(Records excerpted from a collection)
-.-.-

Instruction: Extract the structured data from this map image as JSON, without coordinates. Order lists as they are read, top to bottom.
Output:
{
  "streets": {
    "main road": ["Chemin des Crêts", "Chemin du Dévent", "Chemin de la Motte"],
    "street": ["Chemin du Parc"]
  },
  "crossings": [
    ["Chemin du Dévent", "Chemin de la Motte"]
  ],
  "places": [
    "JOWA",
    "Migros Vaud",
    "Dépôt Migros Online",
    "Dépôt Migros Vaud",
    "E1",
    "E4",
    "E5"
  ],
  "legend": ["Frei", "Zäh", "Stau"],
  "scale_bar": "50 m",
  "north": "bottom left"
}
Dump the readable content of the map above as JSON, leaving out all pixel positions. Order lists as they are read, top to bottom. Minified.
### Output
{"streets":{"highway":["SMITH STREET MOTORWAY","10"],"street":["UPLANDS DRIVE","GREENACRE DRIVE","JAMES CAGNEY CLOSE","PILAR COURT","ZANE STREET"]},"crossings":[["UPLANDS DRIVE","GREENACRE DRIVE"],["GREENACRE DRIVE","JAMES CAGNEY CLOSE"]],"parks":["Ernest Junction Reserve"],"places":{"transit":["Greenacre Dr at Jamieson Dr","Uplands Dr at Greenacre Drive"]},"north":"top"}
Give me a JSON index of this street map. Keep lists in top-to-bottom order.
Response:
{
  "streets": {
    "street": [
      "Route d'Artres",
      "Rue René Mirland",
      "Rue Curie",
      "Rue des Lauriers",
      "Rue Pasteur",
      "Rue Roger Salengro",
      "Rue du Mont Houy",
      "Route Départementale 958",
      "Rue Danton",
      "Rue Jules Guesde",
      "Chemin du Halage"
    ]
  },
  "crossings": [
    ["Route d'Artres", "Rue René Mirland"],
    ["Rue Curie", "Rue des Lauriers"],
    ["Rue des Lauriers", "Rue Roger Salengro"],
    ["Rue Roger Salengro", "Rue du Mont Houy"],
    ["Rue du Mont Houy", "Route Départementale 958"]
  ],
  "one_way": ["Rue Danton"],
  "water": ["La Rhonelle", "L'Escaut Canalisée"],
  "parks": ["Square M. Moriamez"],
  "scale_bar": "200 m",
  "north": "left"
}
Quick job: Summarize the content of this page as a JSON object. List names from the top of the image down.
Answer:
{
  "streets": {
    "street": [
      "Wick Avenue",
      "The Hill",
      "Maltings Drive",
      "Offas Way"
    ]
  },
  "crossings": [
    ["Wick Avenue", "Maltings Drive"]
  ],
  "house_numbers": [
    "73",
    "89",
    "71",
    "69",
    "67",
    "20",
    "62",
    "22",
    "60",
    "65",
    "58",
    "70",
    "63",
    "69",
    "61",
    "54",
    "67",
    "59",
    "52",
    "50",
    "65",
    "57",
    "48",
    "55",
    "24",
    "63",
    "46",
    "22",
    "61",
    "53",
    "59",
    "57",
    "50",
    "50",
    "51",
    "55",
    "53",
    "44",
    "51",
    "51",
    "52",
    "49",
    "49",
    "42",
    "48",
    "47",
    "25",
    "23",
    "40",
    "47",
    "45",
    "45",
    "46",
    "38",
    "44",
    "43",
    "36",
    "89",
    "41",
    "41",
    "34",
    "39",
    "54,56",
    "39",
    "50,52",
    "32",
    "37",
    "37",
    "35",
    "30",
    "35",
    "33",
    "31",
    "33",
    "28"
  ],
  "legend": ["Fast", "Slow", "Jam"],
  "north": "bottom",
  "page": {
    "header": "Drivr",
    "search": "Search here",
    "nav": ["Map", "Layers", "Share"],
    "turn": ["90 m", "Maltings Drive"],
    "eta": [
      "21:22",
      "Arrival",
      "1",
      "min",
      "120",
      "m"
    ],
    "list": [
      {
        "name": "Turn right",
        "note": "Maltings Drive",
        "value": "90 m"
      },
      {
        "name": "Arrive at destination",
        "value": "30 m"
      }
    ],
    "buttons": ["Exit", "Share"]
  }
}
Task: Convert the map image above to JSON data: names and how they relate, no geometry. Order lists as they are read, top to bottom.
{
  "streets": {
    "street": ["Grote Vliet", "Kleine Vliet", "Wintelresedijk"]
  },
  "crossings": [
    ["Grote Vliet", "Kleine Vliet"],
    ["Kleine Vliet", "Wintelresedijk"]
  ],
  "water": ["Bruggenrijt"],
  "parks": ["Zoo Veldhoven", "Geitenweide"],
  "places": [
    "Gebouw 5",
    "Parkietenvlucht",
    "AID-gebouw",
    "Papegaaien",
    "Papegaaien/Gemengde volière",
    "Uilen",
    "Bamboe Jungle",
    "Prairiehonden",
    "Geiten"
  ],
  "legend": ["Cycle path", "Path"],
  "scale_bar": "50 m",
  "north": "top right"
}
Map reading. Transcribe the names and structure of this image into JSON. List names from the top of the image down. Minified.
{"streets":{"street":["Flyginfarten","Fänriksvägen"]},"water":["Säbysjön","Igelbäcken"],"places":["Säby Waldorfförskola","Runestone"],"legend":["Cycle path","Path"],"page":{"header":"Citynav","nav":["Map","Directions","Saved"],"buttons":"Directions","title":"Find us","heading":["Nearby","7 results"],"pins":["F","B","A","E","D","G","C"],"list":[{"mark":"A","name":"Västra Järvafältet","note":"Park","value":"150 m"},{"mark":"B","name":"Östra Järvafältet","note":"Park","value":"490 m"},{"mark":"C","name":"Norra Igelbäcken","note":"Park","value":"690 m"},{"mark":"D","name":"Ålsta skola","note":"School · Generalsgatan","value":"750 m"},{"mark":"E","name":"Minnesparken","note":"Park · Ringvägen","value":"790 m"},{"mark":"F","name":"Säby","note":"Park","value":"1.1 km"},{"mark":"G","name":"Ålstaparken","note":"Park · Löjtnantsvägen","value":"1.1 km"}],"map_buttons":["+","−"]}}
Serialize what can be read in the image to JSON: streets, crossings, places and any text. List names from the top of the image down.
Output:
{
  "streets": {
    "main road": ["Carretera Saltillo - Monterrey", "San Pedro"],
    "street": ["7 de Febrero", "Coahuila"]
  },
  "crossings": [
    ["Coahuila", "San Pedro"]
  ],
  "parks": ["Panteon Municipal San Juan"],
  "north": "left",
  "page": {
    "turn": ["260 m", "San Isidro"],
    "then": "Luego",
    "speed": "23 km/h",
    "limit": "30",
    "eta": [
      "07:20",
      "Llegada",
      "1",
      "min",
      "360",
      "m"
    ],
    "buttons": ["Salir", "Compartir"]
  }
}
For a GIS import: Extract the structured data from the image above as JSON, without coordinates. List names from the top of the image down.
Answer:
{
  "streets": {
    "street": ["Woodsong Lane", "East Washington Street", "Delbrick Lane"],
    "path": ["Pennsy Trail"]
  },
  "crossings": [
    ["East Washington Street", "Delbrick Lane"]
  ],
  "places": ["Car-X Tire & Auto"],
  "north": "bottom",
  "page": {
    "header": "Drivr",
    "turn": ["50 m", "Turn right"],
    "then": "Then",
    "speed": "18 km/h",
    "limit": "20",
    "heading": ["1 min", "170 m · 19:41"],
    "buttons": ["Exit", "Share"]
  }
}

-.-.-

• Requirement: Copy out exactly the lines from the one containing "For a GIS import: Extract" through the last line above, keeping both end lines.

• Exercise answer:
For a GIS import: Extract the structured data from the image above as JSON, without coordinates. List names from the top of the image down.
Answer:
{
  "streets": {
    "street": ["Woodsong Lane", "East Washington Street", "Delbrick Lane"],
    "path": ["Pennsy Trail"]
  },
  "crossings": [
    ["East Washington Street", "Delbrick Lane"]
  ],
  "places": ["Car-X Tire & Auto"],
  "north": "bottom",
  "page": {
    "header": "Drivr",
    "turn": ["50 m", "Turn right"],
    "then": "Then",
    "speed": "18 km/h",
    "limit": "20",
    "heading": ["1 min", "170 m · 19:41"],
    "buttons": ["Exit", "Share"]
  }
}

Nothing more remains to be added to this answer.